Work instructions: This task calls for copying every line of the records that includes the word "Campetic".

___ Stored data ___

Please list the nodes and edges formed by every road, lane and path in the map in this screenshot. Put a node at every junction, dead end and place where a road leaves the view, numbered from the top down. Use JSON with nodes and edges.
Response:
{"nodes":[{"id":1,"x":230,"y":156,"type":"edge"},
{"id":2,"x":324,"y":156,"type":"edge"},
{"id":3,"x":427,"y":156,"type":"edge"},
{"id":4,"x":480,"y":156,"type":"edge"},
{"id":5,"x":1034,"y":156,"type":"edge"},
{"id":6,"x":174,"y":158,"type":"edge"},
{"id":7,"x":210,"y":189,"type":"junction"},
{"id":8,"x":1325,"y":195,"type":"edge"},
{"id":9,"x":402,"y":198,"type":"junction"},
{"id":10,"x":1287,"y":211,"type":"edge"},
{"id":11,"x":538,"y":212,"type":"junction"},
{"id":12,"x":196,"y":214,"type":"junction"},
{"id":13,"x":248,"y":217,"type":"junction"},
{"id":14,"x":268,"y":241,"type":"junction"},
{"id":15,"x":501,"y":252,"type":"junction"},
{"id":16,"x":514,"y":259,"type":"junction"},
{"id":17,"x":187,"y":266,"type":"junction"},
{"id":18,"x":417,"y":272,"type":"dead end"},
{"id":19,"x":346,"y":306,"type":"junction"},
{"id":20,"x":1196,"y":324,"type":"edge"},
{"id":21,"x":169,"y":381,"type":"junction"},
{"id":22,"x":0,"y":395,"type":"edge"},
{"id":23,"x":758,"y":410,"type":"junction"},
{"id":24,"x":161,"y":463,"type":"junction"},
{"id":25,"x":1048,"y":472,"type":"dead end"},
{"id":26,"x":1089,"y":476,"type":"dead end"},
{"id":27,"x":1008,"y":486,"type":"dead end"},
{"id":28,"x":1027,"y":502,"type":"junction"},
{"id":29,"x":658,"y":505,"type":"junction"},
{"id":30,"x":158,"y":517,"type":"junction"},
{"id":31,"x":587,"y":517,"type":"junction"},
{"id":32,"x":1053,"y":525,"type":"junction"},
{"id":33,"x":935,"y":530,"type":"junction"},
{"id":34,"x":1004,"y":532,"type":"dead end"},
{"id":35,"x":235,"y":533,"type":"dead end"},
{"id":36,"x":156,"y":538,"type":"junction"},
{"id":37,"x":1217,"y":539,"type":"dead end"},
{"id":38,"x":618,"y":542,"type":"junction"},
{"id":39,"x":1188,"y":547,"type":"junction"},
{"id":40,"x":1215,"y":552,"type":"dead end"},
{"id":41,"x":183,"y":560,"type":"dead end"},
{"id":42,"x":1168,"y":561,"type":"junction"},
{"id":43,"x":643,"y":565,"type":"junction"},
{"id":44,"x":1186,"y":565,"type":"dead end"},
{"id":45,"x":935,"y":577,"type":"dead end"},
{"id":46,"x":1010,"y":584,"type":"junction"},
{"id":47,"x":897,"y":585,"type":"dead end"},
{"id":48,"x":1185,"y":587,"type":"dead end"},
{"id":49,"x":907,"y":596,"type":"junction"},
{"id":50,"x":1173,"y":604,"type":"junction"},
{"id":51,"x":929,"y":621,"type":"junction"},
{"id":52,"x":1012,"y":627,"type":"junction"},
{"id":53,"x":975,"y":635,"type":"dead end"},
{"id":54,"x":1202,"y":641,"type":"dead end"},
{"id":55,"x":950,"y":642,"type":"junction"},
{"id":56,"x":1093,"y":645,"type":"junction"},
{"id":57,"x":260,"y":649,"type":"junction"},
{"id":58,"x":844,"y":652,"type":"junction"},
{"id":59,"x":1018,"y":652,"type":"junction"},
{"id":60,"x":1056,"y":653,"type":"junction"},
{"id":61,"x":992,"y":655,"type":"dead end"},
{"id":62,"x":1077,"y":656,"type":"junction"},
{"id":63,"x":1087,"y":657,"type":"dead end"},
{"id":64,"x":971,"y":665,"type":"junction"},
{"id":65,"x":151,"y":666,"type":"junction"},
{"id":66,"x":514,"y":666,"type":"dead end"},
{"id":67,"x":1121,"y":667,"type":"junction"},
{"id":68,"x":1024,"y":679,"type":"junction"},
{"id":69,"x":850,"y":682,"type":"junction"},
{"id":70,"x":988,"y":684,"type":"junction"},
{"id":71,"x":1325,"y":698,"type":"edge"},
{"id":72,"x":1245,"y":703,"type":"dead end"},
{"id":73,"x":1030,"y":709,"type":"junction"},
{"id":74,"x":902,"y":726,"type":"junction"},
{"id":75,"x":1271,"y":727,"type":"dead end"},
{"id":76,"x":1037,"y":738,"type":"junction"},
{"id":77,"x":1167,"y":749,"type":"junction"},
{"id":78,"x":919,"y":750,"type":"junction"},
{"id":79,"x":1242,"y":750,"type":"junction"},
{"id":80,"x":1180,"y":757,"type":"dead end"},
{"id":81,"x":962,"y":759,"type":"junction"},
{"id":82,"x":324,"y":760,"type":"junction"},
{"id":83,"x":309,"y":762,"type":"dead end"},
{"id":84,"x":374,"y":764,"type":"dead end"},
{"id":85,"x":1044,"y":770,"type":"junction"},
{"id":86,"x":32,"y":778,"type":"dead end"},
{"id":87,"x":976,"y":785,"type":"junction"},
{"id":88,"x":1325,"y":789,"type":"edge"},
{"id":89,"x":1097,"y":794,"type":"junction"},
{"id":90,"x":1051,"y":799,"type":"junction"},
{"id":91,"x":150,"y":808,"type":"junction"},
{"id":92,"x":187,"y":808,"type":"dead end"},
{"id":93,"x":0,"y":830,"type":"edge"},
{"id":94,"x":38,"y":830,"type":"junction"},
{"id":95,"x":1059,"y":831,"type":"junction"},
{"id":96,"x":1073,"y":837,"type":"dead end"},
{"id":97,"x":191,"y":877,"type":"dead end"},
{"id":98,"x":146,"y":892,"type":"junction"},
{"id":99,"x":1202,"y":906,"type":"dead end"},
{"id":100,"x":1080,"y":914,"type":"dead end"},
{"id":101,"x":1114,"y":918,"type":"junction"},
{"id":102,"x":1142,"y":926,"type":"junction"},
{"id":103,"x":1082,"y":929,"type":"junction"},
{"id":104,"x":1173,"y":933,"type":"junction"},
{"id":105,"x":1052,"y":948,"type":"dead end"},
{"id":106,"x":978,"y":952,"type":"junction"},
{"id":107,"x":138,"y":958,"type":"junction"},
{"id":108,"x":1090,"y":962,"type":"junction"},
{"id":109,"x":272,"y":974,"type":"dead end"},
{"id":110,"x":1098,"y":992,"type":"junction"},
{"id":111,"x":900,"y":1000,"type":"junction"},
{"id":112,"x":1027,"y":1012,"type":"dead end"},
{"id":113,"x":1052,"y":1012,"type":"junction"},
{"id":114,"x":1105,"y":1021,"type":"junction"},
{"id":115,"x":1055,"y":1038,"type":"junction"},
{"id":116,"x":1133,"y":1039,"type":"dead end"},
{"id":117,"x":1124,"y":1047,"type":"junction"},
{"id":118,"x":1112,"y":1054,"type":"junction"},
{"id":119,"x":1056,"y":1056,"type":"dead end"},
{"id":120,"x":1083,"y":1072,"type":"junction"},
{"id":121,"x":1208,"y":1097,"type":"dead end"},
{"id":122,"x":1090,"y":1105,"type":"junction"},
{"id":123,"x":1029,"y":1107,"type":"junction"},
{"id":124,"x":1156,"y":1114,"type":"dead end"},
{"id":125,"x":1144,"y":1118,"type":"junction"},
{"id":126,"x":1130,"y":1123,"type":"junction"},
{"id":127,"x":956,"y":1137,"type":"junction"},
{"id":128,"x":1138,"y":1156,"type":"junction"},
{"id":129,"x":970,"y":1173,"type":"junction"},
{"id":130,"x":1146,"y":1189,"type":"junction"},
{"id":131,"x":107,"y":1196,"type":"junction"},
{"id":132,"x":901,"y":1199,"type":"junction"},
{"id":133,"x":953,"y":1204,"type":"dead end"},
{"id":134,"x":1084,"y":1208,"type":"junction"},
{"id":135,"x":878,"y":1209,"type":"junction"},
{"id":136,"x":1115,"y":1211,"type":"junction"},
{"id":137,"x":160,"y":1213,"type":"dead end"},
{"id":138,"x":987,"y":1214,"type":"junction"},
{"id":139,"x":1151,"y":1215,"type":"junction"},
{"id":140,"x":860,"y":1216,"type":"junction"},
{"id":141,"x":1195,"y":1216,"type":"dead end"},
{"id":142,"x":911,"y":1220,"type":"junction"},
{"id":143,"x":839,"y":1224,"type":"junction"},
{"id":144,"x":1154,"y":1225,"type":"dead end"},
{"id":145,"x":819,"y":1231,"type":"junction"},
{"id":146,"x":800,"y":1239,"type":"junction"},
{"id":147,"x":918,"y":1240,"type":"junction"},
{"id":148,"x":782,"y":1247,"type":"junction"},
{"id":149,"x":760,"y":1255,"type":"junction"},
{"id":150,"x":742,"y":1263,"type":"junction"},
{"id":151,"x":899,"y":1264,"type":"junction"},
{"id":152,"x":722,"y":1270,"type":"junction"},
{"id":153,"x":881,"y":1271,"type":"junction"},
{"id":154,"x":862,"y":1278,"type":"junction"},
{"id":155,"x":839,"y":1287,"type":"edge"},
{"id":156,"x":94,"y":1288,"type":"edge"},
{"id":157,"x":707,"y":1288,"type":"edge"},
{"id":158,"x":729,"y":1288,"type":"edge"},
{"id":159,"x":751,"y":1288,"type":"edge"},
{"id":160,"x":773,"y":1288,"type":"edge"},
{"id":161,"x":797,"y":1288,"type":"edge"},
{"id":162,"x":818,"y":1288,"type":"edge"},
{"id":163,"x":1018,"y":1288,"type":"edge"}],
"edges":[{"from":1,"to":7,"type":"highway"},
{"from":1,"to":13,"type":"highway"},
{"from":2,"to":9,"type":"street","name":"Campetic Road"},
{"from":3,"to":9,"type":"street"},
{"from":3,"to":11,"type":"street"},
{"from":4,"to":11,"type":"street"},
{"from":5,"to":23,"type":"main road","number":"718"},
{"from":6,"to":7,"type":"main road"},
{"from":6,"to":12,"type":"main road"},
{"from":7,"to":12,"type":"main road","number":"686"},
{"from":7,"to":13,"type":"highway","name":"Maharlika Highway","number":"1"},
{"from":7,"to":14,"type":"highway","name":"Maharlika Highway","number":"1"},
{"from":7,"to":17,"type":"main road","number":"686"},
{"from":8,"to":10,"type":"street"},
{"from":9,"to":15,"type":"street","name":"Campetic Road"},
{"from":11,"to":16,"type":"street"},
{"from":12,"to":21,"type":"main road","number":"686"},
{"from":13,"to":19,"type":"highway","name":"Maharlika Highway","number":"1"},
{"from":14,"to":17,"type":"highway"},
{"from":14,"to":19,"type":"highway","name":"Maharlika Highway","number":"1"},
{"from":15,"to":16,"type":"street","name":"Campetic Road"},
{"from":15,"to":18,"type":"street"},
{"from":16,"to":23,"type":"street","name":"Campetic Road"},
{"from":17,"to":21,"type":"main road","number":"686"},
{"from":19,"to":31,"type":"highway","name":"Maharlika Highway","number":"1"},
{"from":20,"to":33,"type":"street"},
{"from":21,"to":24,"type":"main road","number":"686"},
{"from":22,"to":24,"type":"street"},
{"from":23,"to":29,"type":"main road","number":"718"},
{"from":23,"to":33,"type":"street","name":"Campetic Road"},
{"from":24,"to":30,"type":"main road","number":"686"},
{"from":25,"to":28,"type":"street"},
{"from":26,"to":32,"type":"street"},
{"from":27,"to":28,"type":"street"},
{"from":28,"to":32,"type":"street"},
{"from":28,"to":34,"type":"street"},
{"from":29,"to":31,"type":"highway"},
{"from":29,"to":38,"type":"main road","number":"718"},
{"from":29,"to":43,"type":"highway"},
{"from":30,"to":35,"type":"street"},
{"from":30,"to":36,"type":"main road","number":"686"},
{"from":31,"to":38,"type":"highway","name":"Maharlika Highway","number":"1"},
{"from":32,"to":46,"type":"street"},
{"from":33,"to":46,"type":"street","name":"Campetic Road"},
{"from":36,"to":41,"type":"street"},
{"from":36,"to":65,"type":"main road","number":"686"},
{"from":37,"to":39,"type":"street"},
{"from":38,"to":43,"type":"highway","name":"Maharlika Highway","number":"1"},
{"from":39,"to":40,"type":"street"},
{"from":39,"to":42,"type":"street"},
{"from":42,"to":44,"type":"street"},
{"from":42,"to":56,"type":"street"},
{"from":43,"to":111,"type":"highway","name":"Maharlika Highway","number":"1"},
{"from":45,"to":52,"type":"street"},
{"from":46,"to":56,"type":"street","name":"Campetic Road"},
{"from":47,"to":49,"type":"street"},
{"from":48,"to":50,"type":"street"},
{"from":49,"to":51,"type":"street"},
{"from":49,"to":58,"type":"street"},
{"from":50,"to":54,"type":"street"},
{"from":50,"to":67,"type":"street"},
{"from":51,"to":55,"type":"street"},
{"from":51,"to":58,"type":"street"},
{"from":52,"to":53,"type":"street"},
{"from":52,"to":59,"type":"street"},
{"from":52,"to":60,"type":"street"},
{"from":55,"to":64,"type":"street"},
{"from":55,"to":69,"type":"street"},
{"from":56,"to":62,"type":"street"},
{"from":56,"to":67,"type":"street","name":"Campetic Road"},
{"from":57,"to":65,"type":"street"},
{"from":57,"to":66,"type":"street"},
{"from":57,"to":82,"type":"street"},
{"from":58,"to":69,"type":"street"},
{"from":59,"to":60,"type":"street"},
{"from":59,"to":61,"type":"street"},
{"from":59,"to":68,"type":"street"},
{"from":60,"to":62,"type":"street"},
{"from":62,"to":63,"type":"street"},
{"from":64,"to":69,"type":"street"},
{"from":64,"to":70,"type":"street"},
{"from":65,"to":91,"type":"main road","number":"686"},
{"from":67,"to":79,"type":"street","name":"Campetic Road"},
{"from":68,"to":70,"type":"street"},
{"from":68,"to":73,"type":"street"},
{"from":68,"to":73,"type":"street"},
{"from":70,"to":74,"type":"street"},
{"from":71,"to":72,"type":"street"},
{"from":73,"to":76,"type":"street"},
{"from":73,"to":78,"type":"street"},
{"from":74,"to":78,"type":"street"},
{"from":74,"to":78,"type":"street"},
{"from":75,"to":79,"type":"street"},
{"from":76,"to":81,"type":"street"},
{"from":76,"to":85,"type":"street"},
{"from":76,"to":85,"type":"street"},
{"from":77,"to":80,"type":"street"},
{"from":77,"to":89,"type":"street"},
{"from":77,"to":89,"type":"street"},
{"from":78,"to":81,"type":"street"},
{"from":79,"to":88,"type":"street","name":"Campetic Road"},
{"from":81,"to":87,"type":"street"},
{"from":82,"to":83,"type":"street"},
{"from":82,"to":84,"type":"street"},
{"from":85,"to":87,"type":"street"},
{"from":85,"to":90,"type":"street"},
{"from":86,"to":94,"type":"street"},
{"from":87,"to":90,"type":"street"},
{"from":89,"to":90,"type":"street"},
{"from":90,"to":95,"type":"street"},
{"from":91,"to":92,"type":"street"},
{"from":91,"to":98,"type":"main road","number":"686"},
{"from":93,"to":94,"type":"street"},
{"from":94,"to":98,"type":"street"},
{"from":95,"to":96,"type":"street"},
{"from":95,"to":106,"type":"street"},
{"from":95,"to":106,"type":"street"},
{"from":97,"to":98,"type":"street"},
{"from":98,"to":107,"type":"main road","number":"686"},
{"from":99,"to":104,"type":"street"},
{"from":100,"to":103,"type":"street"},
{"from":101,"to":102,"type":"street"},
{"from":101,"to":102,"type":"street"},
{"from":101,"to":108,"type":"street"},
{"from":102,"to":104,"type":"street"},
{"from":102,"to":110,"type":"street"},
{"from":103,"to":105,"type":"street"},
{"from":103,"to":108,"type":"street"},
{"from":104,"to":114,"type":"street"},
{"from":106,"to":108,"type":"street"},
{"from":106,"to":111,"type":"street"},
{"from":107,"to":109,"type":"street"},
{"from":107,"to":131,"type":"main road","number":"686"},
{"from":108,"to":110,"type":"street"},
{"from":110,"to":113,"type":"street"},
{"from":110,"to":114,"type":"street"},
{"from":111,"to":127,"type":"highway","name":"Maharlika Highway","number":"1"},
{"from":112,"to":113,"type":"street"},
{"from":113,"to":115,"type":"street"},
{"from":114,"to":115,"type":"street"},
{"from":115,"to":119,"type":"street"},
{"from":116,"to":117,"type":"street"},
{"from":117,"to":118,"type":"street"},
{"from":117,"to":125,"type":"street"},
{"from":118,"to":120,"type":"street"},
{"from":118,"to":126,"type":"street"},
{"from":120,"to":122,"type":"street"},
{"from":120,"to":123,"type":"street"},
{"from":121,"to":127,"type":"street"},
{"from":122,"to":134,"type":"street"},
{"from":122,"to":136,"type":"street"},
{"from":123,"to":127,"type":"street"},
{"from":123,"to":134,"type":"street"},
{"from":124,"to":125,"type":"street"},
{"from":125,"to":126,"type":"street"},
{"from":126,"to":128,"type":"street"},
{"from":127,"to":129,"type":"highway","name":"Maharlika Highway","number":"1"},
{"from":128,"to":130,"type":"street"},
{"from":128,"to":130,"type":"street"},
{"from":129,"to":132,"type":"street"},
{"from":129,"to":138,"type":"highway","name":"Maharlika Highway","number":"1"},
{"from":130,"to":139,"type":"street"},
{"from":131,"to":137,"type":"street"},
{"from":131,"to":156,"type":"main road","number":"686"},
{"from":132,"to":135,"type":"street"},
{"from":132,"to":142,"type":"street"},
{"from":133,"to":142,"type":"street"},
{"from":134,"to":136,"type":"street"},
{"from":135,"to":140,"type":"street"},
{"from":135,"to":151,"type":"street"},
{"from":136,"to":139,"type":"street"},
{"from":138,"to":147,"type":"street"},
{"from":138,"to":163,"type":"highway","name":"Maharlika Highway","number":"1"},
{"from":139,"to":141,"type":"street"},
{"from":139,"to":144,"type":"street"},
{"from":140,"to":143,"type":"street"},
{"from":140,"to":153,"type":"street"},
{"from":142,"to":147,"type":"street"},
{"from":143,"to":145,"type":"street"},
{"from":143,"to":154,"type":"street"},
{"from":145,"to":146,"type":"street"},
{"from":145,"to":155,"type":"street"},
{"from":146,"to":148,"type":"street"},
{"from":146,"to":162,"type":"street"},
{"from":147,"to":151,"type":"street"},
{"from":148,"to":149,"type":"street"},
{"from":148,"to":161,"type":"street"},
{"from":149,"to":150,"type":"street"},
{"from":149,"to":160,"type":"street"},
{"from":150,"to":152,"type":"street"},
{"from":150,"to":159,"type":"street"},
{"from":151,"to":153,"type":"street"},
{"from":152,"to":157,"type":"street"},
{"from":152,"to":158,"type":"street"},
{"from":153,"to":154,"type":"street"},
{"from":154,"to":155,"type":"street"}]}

___

Written solution:
{"from":2,"to":9,"type":"street","name":"Campetic Road"},
{"from":9,"to":15,"type":"street","name":"Campetic Road"},
{"from":15,"to":16,"type":"street","name":"Campetic Road"},
{"from":16,"to":23,"type":"street","name":"Campetic Road"},
{"from":23,"to":33,"type":"street","name":"Campetic Road"},
{"from":33,"to":46,"type":"street","name":"Campetic Road"},
{"from":46,"to":56,"type":"street","name":"Campetic Road"},
{"from":56,"to":67,"type":"street","name":"Campetic Road"},
{"from":67,"to":79,"type":"street","name":"Campetic Road"},
{"from":79,"to":88,"type":"street","name":"Campetic Road"},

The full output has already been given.